§ **Exercise details**
The full set of entries should be repeated without a single change.

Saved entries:
◇ ◇ ◇

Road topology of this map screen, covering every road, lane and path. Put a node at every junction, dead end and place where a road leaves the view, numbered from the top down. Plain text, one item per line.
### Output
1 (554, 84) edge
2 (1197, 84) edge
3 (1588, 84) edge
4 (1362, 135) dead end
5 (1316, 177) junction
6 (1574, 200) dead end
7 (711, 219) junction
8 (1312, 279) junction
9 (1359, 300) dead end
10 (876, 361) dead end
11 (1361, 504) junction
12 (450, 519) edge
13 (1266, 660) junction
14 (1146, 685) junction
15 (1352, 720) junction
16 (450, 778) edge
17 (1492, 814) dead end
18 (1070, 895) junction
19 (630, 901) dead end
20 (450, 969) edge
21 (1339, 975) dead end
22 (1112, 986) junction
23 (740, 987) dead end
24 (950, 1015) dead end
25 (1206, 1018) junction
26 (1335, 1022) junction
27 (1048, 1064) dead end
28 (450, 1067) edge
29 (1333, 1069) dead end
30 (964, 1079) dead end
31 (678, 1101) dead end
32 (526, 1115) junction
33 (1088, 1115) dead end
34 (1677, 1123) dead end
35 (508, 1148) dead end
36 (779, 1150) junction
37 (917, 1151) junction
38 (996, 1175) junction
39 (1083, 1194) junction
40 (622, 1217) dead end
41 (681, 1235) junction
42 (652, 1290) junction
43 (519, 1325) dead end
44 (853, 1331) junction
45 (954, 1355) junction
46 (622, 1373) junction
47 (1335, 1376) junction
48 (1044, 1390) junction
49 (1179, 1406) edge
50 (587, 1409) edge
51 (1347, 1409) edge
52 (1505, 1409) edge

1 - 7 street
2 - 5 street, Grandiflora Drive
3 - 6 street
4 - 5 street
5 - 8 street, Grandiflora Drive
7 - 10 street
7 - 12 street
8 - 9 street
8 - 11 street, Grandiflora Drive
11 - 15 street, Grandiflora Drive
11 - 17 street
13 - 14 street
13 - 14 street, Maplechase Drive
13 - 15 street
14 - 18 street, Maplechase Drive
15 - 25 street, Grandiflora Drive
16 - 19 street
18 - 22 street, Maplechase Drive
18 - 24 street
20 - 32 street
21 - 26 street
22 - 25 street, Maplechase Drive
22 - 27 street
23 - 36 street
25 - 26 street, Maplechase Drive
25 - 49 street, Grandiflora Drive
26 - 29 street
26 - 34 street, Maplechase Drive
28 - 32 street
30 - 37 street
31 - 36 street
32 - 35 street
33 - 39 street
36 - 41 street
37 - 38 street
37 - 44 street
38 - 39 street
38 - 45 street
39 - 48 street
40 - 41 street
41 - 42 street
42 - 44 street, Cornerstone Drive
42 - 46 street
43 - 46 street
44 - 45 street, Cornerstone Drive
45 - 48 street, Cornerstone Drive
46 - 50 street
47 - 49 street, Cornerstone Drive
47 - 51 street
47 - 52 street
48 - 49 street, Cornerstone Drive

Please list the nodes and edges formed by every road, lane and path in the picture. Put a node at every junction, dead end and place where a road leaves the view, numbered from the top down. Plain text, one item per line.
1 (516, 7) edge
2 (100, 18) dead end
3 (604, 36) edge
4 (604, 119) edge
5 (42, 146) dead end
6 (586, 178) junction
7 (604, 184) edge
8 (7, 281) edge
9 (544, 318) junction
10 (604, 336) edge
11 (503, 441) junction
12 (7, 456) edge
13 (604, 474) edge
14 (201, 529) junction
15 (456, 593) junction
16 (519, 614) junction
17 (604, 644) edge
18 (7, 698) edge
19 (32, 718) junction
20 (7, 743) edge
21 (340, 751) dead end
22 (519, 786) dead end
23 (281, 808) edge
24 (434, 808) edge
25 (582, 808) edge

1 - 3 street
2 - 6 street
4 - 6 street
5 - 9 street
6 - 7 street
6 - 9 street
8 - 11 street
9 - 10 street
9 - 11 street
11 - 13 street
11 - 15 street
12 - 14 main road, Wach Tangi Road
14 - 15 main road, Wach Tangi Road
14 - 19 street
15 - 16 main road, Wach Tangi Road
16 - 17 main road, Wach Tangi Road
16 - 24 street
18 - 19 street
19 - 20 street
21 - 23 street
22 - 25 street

◇ ◇ ◇

§ **Response**
Road topology of this map screen, covering every road, lane and path. Put a node at every junction, dead end and place where a road leaves the view, numbered from the top down. Plain text, one item per line.
### Output
1 (554, 84) edge
2 (1197, 84) edge
3 (1588, 84) edge
4 (1362, 135) dead end
5 (1316, 177) junction
6 (1574, 200) dead end
7 (711, 219) junction
8 (1312, 279) junction
9 (1359, 300) dead end
10 (876, 361) dead end
11 (1361, 504) junction
12 (450, 519) edge
13 (1266, 660) junction
14 (1146, 685) junction
15 (1352, 720) junction
16 (450, 778) edge
17 (1492, 814) dead end
18 (1070, 895) junction
19 (630, 901) dead end
20 (450, 969) edge
21 (1339, 975) dead end
22 (1112, 986) junction
23 (740, 987) dead end
24 (950, 1015) dead end
25 (1206, 1018) junction
26 (1335, 1022) junction
27 (1048, 1064) dead end
28 (450, 1067) edge
29 (1333, 1069) dead end
30 (964, 1079) dead end
31 (678, 1101) dead end
32 (526, 1115) junction
33 (1088, 1115) dead end
34 (1677, 1123) dead end
35 (508, 1148) dead end
36 (779, 1150) junction
37 (917, 1151) junction
38 (996, 1175) junction
39 (1083, 1194) junction
40 (622, 1217) dead end
41 (681, 1235) junction
42 (652, 1290) junction
43 (519, 1325) dead end
44 (853, 1331) junction
45 (954, 1355) junction
46 (622, 1373) junction
47 (1335, 1376) junction
48 (1044, 1390) junction
49 (1179, 1406) edge
50 (587, 1409) edge
51 (1347, 1409) edge
52 (1505, 1409) edge

1 - 7 street
2 - 5 street, Grandiflora Drive
3 - 6 street
4 - 5 street
5 - 8 street, Grandiflora Drive
7 - 10 street
7 - 12 street
8 - 9 street
8 - 11 street, Grandiflora Drive
11 - 15 street, Grandiflora Drive
11 - 17 street
13 - 14 street
13 - 14 street, Maplechase Drive
13 - 15 street
14 - 18 street, Maplechase Drive
15 - 25 street, Grandiflora Drive
16 - 19 street
18 - 22 street, Maplechase Drive
18 - 24 street
20 - 32 street
21 - 26 street
22 - 25 street, Maplechase Drive
22 - 27 street
23 - 36 street
25 - 26 street, Maplechase Drive
25 - 49 street, Grandiflora Drive
26 - 29 street
26 - 34 street, Maplechase Drive
28 - 32 street
30 - 37 street
31 - 36 street
32 - 35 street
33 - 39 street
36 - 41 street
37 - 38 street
37 - 44 street
38 - 39 street
38 - 45 street
39 - 48 street
40 - 41 street
41 - 42 street
42 - 44 street, Cornerstone Drive
42 - 46 street
43 - 46 street
44 - 45 street, Cornerstone Drive
45 - 48 street, Cornerstone Drive
46 - 50 street
47 - 49 street, Cornerstone Drive
47 - 51 street
47 - 52 street
48 - 49 street, Cornerstone Drive

Please list the nodes and edges formed by every road, lane and path in the picture. Put a node at every junction, dead end and place where a road leaves the view, numbered from the top down. Plain text, one item per line.
1 (516, 7) edge
2 (100, 18) dead end
3 (604, 36) edge
4 (604, 119) edge
5 (42, 146) dead end
6 (586, 178) junction
7 (604, 184) edge
8 (7, 281) edge
9 (544, 318) junction
10 (604, 336) edge
11 (503, 441) junction
12 (7, 456) edge
13 (604, 474) edge
14 (201, 529) junction
15 (456, 593) junction
16 (519, 614) junction
17 (604, 644) edge
18 (7, 698) edge
19 (32, 718) junction
20 (7, 743) edge
21 (340, 751) dead end
22 (519, 786) dead end
23 (281, 808) edge
24 (434, 808) edge
25 (582, 808) edge

1 - 3 street
2 - 6 street
4 - 6 street
5 - 9 street
6 - 7 street
6 - 9 street
8 - 11 street
9 - 10 street
9 - 11 street
11 - 13 street
11 - 15 street
12 - 14 main road, Wach Tangi Road
14 - 15 main road, Wach Tangi Road
14 - 19 street
15 - 16 main road, Wach Tangi Road
16 - 17 main road, Wach Tangi Road
16 - 24 street
18 - 19 street
19 - 20 street
21 - 23 street
22 - 25 street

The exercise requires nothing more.